> **WORK REQUIRED**: Please output the records below in full, exactly as given, but without the images.

> **INFORMATION GIVEN**:

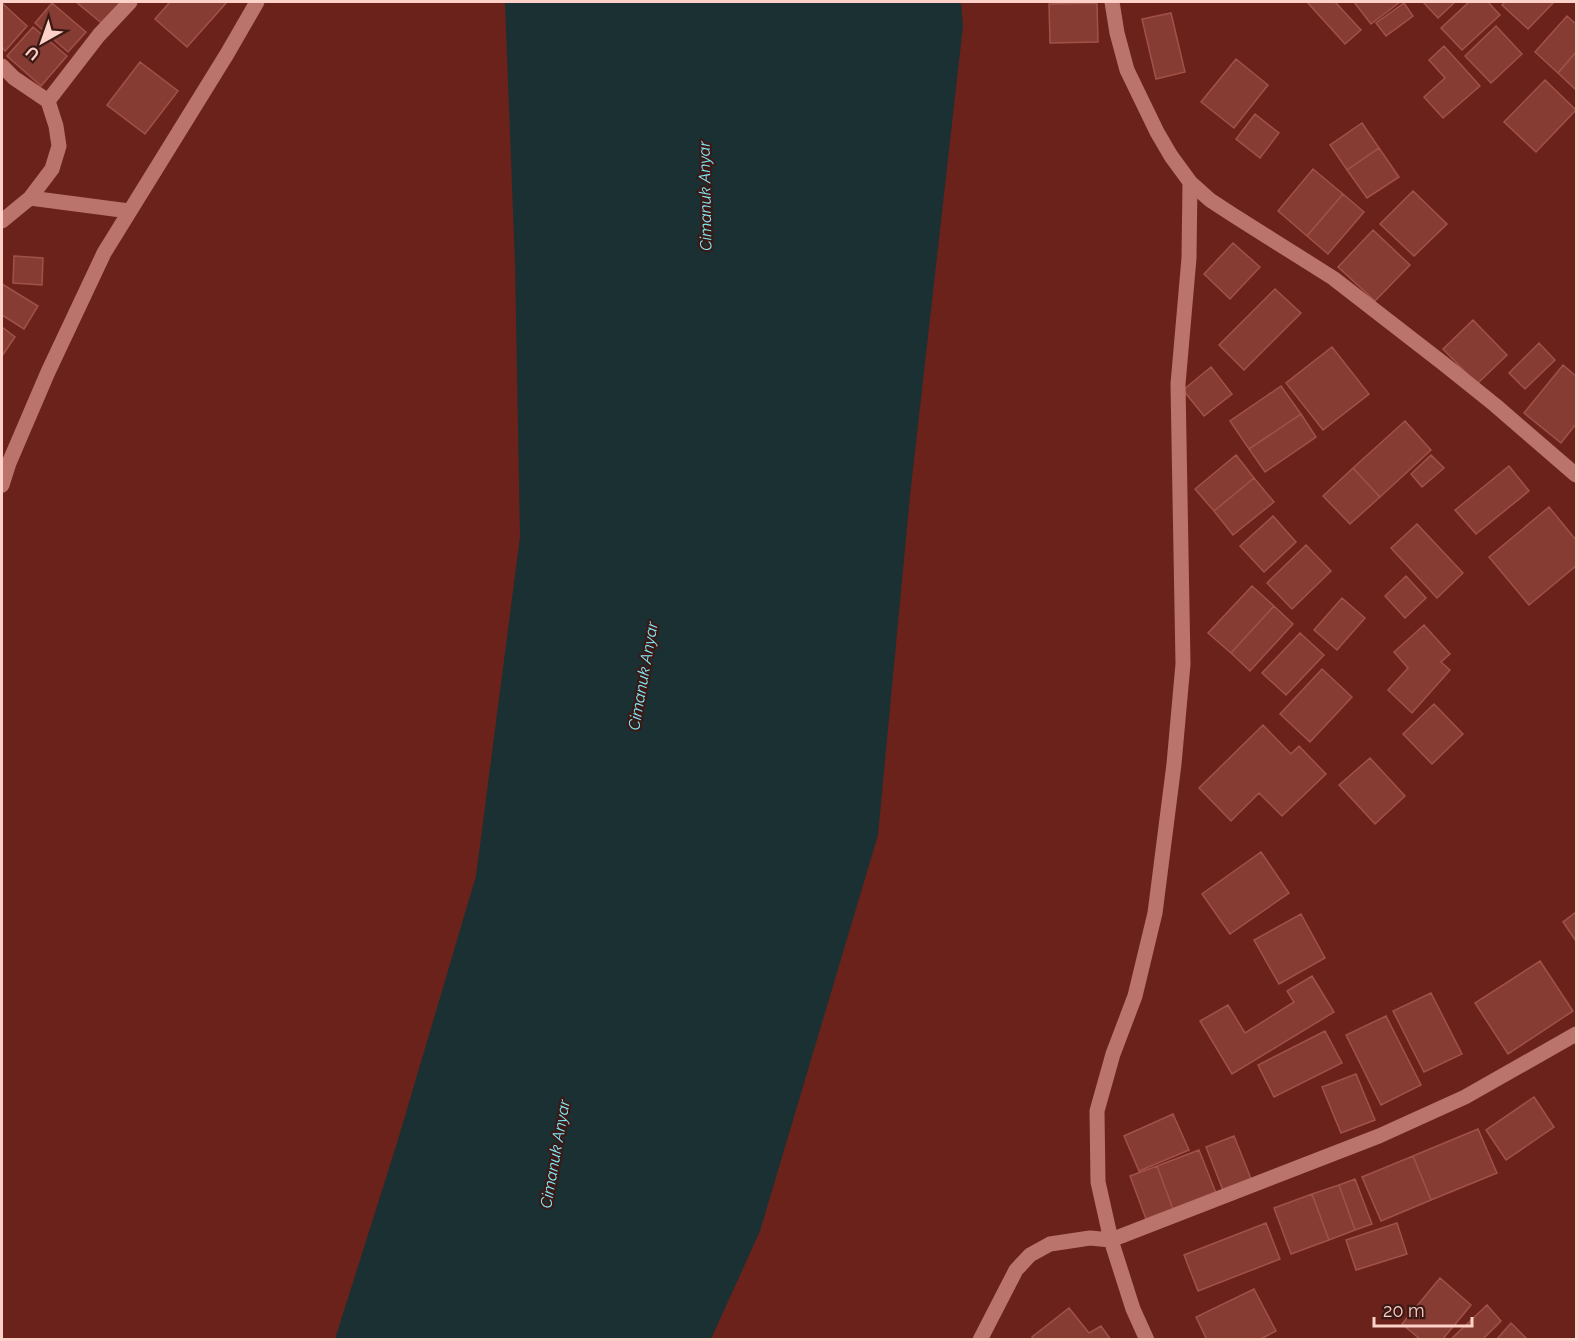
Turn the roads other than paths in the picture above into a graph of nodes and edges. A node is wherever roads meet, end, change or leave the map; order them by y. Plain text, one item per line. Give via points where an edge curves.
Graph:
1 (130, 2) edge
2 (257, 2) edge
3 (1112, 2) edge
4 (2, 66) edge
5 (48, 101) junction
6 (1190, 182) junction
7 (30, 198) junction
8 (129, 212) junction
9 (2, 221) edge
10 (1576, 475) edge
11 (2, 485) edge
12 (1576, 1034) edge
13 (1111, 1240) junction
14 (980, 1340) edge
15 (1147, 1340) edge

1 - 5 street
2 - 8 street
3 - 6 street via 1128,70 1157,132
4 - 5 street
5 - 7 street via 59,146 52,169
6 - 10 street via 1210,200 1351,291 1487,398
6 - 13 street via 1189,258 1178,384 1183,664 1155,912 1135,996 1097,1111 1098,1182
7 - 8 street
7 - 9 street
8 - 11 street via 104,253 57,353
12 - 13 street via 1465,1097 1379,1136
13 - 14 street via 1090,1238 1050,1244 1030,1255 1016,1270
13 - 15 street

> **ANSWER BELOW**:
Turn the roads other than paths in the picture above into a graph of nodes and edges. A node is wherever roads meet, end, change or leave the map; order them by y. Plain text, one item per line. Give via points where an edge curves.
Graph:
1 (130, 2) edge
2 (257, 2) edge
3 (1112, 2) edge
4 (2, 66) edge
5 (48, 101) junction
6 (1190, 182) junction
7 (30, 198) junction
8 (129, 212) junction
9 (2, 221) edge
10 (1576, 475) edge
11 (2, 485) edge
12 (1576, 1034) edge
13 (1111, 1240) junction
14 (980, 1340) edge
15 (1147, 1340) edge

1 - 5 street
2 - 8 street
3 - 6 street via 1128,70 1157,132
4 - 5 street
5 - 7 street via 59,146 52,169
6 - 10 street via 1210,200 1351,291 1487,398
6 - 13 street via 1189,258 1178,384 1183,664 1155,912 1135,996 1097,1111 1098,1182
7 - 8 street
7 - 9 street
8 - 11 street via 104,253 57,353
12 - 13 street via 1465,1097 1379,1136
13 - 14 street via 1090,1238 1050,1244 1030,1255 1016,1270
13 - 15 street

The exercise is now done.